## REQUIREMENT
Every line below should come back exactly as written, though the pictures stay out.

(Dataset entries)
* * * * * * * * *

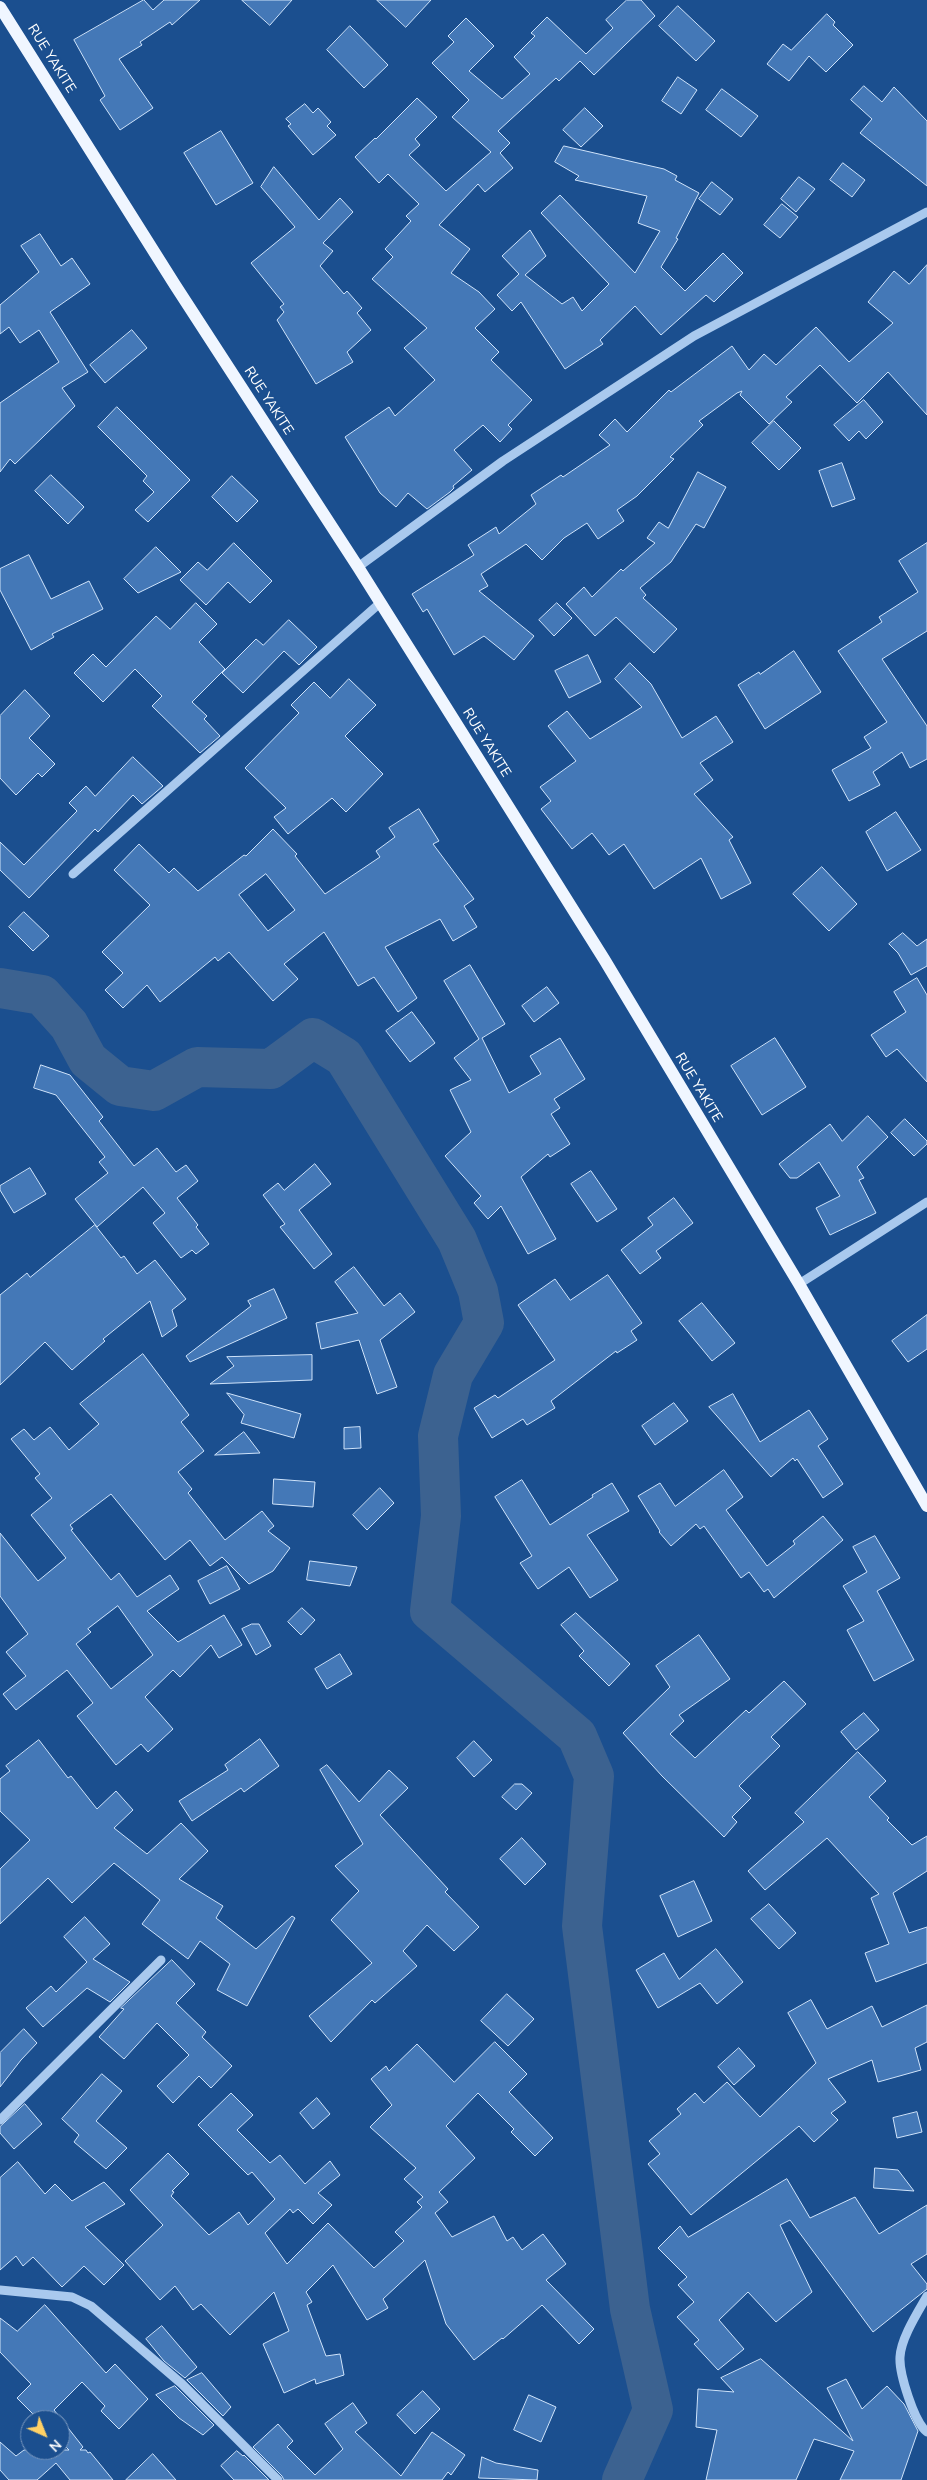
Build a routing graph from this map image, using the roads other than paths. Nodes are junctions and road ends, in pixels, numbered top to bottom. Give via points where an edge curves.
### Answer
1 (0, 7) edge
2 (927, 212) edge
3 (358, 567) junction
4 (380, 603) junction
5 (73, 874) dead end
6 (927, 1202) edge
7 (799, 1284) junction
8 (927, 1506) edge
9 (161, 1960) dead end
10 (0, 2120) edge
11 (0, 2290) edge
12 (927, 2296) edge
13 (927, 2432) edge
14 (278, 2480) edge

1 - 3 main road, RUE YAKITE
2 - 3 street via 694,336 503,461
3 - 4 main road, RUE YAKITE
4 - 5 street
4 - 7 main road, RUE YAKITE via 604,959
6 - 7 street
7 - 8 main road, RUE YAKITE
9 - 10 street
11 - 14 street via 72,2297 91,2306 182,2384
12 - 13 street via 911,2325 900,2357 910,2403 920,2426

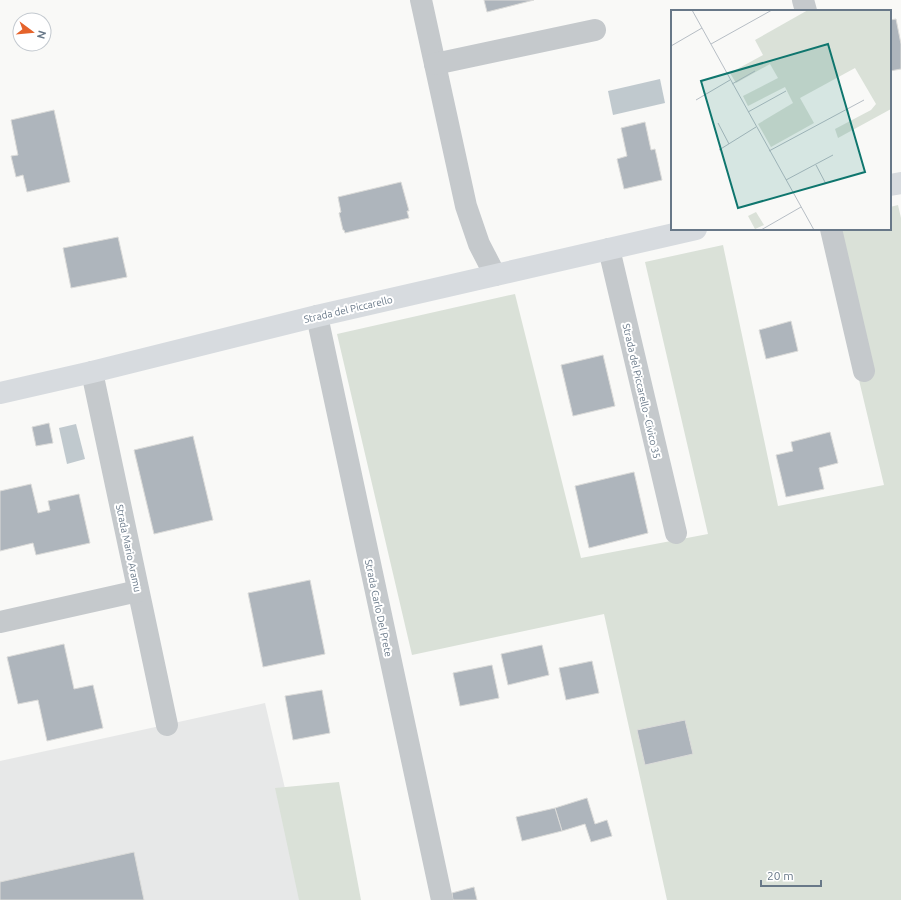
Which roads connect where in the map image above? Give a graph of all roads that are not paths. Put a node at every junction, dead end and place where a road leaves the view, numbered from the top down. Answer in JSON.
{"nodes":[{"id":1,"x":421,"y":0,"type":"edge"},
{"id":2,"x":803,"y":0,"type":"edge"},
{"id":3,"x":806,"y":10,"type":"edge"},
{"id":4,"x":595,"y":30,"type":"dead end"},
{"id":5,"x":435,"y":64,"type":"junction"},
{"id":6,"x":901,"y":182,"type":"edge"},
{"id":7,"x":891,"y":185,"type":"edge"},
{"id":8,"x":692,"y":230,"type":"edge"},
{"id":9,"x":831,"y":230,"type":"edge"},
{"id":10,"x":609,"y":249,"type":"junction"},
{"id":11,"x":495,"y":275,"type":"junction"},
{"id":12,"x":317,"y":316,"type":"junction"},
{"id":13,"x":864,"y":371,"type":"dead end"},
{"id":14,"x":92,"y":372,"type":"junction"},
{"id":15,"x":0,"y":393,"type":"edge"},
{"id":16,"x":676,"y":533,"type":"dead end"},
{"id":17,"x":138,"y":591,"type":"junction"},
{"id":18,"x":0,"y":622,"type":"edge"},
{"id":19,"x":167,"y":725,"type":"dead end"},
{"id":20,"x":442,"y":900,"type":"edge"}],
"edges":[{"from":1,"to":5,"type":"street"},
{"from":2,"to":3,"type":"street"},
{"from":4,"to":5,"type":"street"},
{"from":5,"to":11,"type":"street"},
{"from":6,"to":7,"type":"street"},
{"from":8,"to":10,"type":"street","name":"Strada del Piccarello"},
{"from":9,"to":13,"type":"street"},
{"from":10,"to":11,"type":"street","name":"Strada del Piccarello"},
{"from":10,"to":16,"type":"street","name":"Strada del Piccarello - Civico 35"},
{"from":11,"to":12,"type":"street","name":"Strada del Piccarello"},
{"from":12,"to":14,"type":"street","name":"Strada del Piccarello"},
{"from":12,"to":20,"type":"street","name":"Strada Carlo Del Prete"},
{"from":14,"to":15,"type":"street","name":"Strada del Piccarello"},
{"from":14,"to":17,"type":"street","name":"Strada Mario Aramu"},
{"from":17,"to":18,"type":"street"},
{"from":17,"to":19,"type":"street","name":"Strada Mario Aramu"}]}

* * * * * * * * *

## EXERCISE OUTPUT
Build a routing graph from this map image, using the roads other than paths. Nodes are junctions and road ends, in pixels, numbered top to bottom. Give via points where an edge curves.
### Answer
1 (0, 7) edge
2 (927, 212) edge
3 (358, 567) junction
4 (380, 603) junction
5 (73, 874) dead end
6 (927, 1202) edge
7 (799, 1284) junction
8 (927, 1506) edge
9 (161, 1960) dead end
10 (0, 2120) edge
11 (0, 2290) edge
12 (927, 2296) edge
13 (927, 2432) edge
14 (278, 2480) edge

1 - 3 main road, RUE YAKITE
2 - 3 street via 694,336 503,461
3 - 4 main road, RUE YAKITE
4 - 5 street
4 - 7 main road, RUE YAKITE via 604,959
6 - 7 street
7 - 8 main road, RUE YAKITE
9 - 10 street
11 - 14 street via 72,2297 91,2306 182,2384
12 - 13 street via 911,2325 900,2357 910,2403 920,2426

Which roads connect where in the map image above? Give a graph of all roads that are not paths. Put a node at every junction, dead end and place where a road leaves the view, numbered from the top down. Answer in JSON.
{"nodes":[{"id":1,"x":421,"y":0,"type":"edge"},
{"id":2,"x":803,"y":0,"type":"edge"},
{"id":3,"x":806,"y":10,"type":"edge"},
{"id":4,"x":595,"y":30,"type":"dead end"},
{"id":5,"x":435,"y":64,"type":"junction"},
{"id":6,"x":901,"y":182,"type":"edge"},
{"id":7,"x":891,"y":185,"type":"edge"},
{"id":8,"x":692,"y":230,"type":"edge"},
{"id":9,"x":831,"y":230,"type":"edge"},
{"id":10,"x":609,"y":249,"type":"junction"},
{"id":11,"x":495,"y":275,"type":"junction"},
{"id":12,"x":317,"y":316,"type":"junction"},
{"id":13,"x":864,"y":371,"type":"dead end"},
{"id":14,"x":92,"y":372,"type":"junction"},
{"id":15,"x":0,"y":393,"type":"edge"},
{"id":16,"x":676,"y":533,"type":"dead end"},
{"id":17,"x":138,"y":591,"type":"junction"},
{"id":18,"x":0,"y":622,"type":"edge"},
{"id":19,"x":167,"y":725,"type":"dead end"},
{"id":20,"x":442,"y":900,"type":"edge"}],
"edges":[{"from":1,"to":5,"type":"street"},
{"from":2,"to":3,"type":"street"},
{"from":4,"to":5,"type":"street"},
{"from":5,"to":11,"type":"street"},
{"from":6,"to":7,"type":"street"},
{"from":8,"to":10,"type":"street","name":"Strada del Piccarello"},
{"from":9,"to":13,"type":"street"},
{"from":10,"to":11,"type":"street","name":"Strada del Piccarello"},
{"from":10,"to":16,"type":"street","name":"Strada del Piccarello - Civico 35"},
{"from":11,"to":12,"type":"street","name":"Strada del Piccarello"},
{"from":12,"to":14,"type":"street","name":"Strada del Piccarello"},
{"from":12,"to":20,"type":"street","name":"Strada Carlo Del Prete"},
{"from":14,"to":15,"type":"street","name":"Strada del Piccarello"},
{"from":14,"to":17,"type":"street","name":"Strada Mario Aramu"},
{"from":17,"to":18,"type":"street"},
{"from":17,"to":19,"type":"street","name":"Strada Mario Aramu"}]}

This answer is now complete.